This week’s lecture provides some context for your assignment of last week, in which you collected information on corporate interlocks. Why? What does such information tell us? And what leads to more enduring interlocks? This second question leads us to the question of difference. It turns out that a different kind of two-mode matrix can be transformed to describe the opposite of a relationship: the existence of difference among nodes in a network.
Reconsidering Corporate Boards
One of your readings for this week is a classic by G. William Domhoff, a political sociologist who wrote the classic Who Rules America? books. In your reading, Domhoff explains why social researchers might want to look at the overlapping memberships on different corporate boards in the United States of America. The networks created from affiliation matrices of corporate boards are called “interlocking directorates,” and for Domhoff they reveal structures of power:
“Why do people agree to become directors of two or more corporations? For most of them, it’s too easy for us to say that they make good money, anywhere from tens of thousands to a few hundred thousand per board, because those high levels of compensation are fairly recent. It’s more likely that they receive various intangibles out of it, such as prestige, information, and new connections. Based on his interviews with corporate directors, sociologist Michael Useem (1984) concluded that service on two or three corporate boards widened the horizons of top executives, which he called “business scan.” He also showed that those who sit on two or more corporate boards are more likely to be in policy-discussion groups and to receive appointments to government advisory committees (Useem, 1980).
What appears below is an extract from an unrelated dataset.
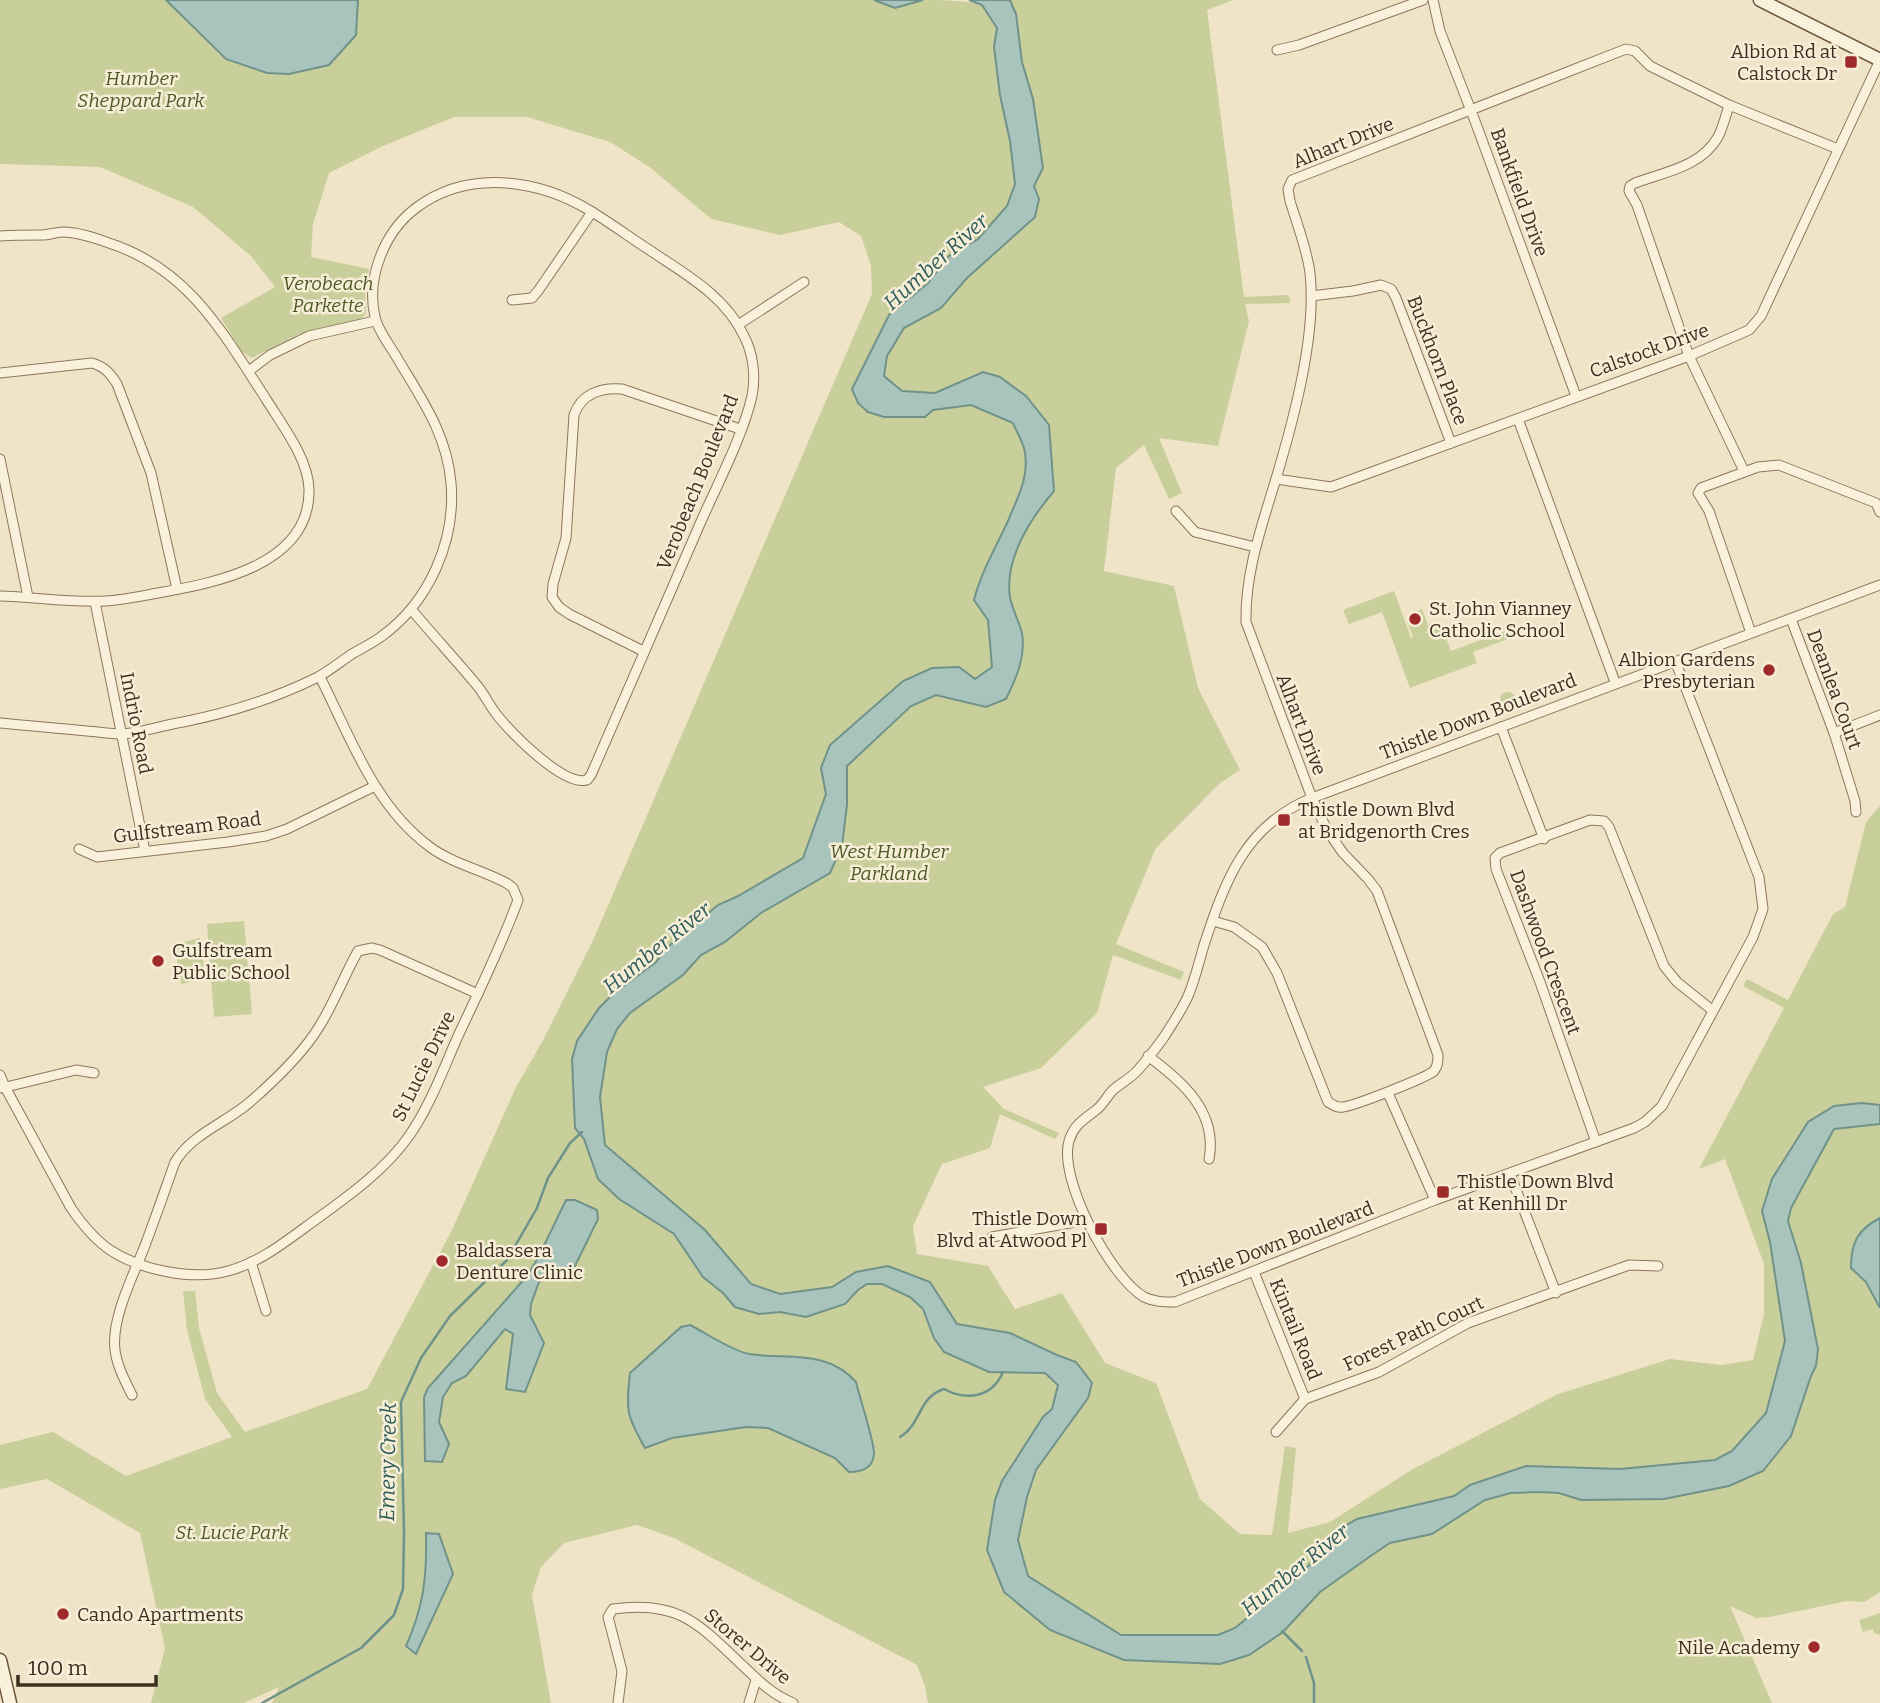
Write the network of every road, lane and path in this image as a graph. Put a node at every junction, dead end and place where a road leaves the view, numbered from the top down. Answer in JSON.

Thus, becoming a director, and then an interlocking director, can help move a person to the heart of the power structure. This finding recently has been supported by a sophisticated “small world” analysis of the interlocks among corporations, foundations, policy-discussion groups, and cultural organizations for the years 1962 to 1995 (Barnes, 2005).”
In a second reading for the week, researchers W. Gary Wagner, Jeffrey Pfeffer, and Charles A. O’Reilly III write for the economic sociology journal Administrative Science Quarterly to understand why corporate leadership of the type you’ve just studied changes over time. In particular, they looked at 31 of the biggest U.S. corporations (the Fortune 500) from 1976 to 1980, and they discovered that individual corporate leaders who were different in age and the number of years worked at the corporation from their fellow leaders were more likely to leave the corporation. Corporations that had greater amounts of difference in age and longevity experienced greater leadership turnover than corporations that had greater amounts of similarity.
Wagner, Pfeffer and O’Reilly’s work (“Organizational Demography and Turnover in Top-Management Groups“) has been quite influential, cited by over 900 other research studies in organizational behavior. Why? Because it indicates that difference affects relations between individuals and the cohesiveness of organizations. In other words, it makes a strong case that differences between nodes affects the way ties form in networks.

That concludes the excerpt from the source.